Readit News logoReadit News
md2rp · 2 years ago
A Visual Guide to Vision Transformers This is a visual guide to Vision Transformers (ViTs), a class of deep learning models that have achieved state-of-the-art performance on image classification tasks. Vision Transformers apply the transformer architecture, originally designed for natural language processing (NLP), to image data. This guide will walk you through the key components of Vision Transformers in a scroll story format, using visualizations and simple explanations to help you understand how these models work and how the flow of the data through the model looks like.
bArray · 2 years ago
Nice! A small piece of feedback: I would have the dimensions mentioned in the text also annotated on the diagram. It wasn't exactly clear how the input data was flattened for example.
byteknight · 2 years ago
Would also add, as a 100% math idiot, linear transformations, and how it performs them is not explained.

Entirely plausible this is intended for someone more "mathmatical" than myself but appreciate the work regardless.

md2rp · 2 years ago
Thanks for the feedback! Will add it in the revision!
challenger-derp · 2 years ago
Very nice. I wish I could do this sort of scroll story in my digital notes. Is this done with a javascript library?
md2rp · 2 years ago
Yes this was done with a combination of GSAP Scrolltrigger https://gsap.com/docs/v3/Plugins/ScrollTrigger/ and https://d3js.org/
TuringTest · 2 years ago
That kind of scroll is OK-ish for a background parallax effect, or maybe some pretty fade-in/out effects while elements scroll into view (without changing their relative position in the page).

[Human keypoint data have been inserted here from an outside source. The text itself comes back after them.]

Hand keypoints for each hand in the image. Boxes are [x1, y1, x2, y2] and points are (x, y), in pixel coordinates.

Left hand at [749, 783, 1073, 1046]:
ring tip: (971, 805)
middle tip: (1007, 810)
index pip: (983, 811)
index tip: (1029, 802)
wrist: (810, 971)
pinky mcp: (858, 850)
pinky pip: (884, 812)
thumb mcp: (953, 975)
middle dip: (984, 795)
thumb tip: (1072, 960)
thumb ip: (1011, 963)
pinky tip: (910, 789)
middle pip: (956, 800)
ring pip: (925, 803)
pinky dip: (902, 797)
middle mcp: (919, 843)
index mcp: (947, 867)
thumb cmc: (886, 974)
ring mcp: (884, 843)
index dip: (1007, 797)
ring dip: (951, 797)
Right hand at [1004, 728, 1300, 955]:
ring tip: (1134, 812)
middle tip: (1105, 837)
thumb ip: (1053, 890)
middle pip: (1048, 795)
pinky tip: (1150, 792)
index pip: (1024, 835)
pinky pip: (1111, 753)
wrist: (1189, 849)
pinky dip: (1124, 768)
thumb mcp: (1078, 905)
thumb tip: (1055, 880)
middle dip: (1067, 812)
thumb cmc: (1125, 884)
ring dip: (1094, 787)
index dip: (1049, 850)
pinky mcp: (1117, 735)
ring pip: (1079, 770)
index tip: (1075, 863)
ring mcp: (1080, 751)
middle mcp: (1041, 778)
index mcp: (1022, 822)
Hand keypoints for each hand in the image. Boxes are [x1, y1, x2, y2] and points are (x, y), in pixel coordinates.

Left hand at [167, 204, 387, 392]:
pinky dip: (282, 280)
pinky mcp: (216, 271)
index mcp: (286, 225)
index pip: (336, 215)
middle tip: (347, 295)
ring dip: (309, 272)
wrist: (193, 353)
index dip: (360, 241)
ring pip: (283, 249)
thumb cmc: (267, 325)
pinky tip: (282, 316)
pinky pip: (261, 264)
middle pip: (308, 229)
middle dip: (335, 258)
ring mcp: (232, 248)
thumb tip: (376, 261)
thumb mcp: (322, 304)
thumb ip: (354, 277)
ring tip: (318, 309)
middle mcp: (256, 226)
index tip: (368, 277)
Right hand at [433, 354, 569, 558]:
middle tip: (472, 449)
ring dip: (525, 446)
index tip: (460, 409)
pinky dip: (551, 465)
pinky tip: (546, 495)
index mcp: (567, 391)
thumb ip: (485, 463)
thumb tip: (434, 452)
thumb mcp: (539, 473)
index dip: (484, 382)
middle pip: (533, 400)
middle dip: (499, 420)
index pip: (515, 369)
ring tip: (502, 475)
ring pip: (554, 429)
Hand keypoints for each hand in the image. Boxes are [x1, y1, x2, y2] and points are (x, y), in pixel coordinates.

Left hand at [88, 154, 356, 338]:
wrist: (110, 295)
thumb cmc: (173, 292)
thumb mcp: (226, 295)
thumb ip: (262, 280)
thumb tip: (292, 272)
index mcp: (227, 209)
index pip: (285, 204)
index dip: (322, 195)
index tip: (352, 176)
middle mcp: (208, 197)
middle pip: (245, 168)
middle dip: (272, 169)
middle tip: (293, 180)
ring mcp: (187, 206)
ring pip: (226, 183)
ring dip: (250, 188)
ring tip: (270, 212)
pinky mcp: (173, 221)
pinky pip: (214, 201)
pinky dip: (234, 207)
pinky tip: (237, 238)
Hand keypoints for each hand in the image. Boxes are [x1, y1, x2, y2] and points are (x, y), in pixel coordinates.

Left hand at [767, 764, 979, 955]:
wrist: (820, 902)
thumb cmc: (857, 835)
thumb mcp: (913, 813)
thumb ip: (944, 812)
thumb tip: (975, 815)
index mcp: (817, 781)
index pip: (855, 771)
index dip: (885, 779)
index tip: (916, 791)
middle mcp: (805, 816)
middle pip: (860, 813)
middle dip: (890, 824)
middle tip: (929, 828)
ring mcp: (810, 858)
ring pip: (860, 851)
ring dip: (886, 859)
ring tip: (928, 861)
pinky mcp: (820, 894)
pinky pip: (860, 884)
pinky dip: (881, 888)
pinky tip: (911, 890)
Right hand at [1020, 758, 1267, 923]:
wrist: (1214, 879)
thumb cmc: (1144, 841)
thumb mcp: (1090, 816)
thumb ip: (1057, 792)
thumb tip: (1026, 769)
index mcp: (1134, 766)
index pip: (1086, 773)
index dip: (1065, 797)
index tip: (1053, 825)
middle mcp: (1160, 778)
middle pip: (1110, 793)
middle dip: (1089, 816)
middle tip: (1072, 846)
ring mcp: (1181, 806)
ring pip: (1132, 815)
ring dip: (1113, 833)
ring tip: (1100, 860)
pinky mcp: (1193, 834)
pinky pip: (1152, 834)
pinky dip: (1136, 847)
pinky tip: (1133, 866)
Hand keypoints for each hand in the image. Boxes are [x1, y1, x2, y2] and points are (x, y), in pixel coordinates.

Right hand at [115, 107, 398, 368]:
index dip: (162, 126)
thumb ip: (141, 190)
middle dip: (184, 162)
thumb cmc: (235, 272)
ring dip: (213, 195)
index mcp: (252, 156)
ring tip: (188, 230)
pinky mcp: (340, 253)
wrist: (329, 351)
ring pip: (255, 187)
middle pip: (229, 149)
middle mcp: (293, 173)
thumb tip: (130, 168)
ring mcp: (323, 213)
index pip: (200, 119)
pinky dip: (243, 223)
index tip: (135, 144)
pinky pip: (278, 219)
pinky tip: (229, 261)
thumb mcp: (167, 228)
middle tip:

When it interferes with the main functionality of the page, namely reading the content, they break accessibility, distract over understanding the difficult topic, make the content brittle against changes in the platform (different browsers or future standard updates), and as others pointed out make it difficult or impossible to use alternative presentations.

With most comments commenting on the presentation and not on the content, I think it makes clear that it detracts from the experience more than helps.

causal · 2 years ago
I like this, but think there is some crucial motivation missing in steps 10.1-10.3 regarding what query/key weights are and why they're needed.
abhgh · 2 years ago
They are like "continuous" databases. See slides 4-5 here [1] - this is from a talk I had given a while ago.

[1] https://drive.google.com/file/d/12uHo9QIfS-jBpVTs3lmQ3BEpxhD...

vikiomega9 · 2 years ago
this post made sense to me https://teltam.github.io/posts/soft-dictionary-keys.html

It helps to think of kqv as a form of look up.

ThouYS · 2 years ago
yes, same issue in all transformer tutorials
lordswork · 2 years ago
I suspect this is because most people (including people writing these tutorials) don't have a strong grasp on this piece as well.
causal · 2 years ago
The 2b1b video was the first to make it click for me
lyapunova · 2 years ago
To be honest, I actually really like the visual delivery here. It's especially helpful for understanding what's going on with computer vision problems. Please make more!
bilsbie · 2 years ago
This is great. Is it better to combine this with a language model so it can also apply knowledge about relationships between items?
SpaceManNabs · 2 years ago
Lucas Beyer has a lot of references and material as well that I recommend.
nothrowaways · 2 years ago
Neat
Jacob__ · 2 years ago
I like it a lot.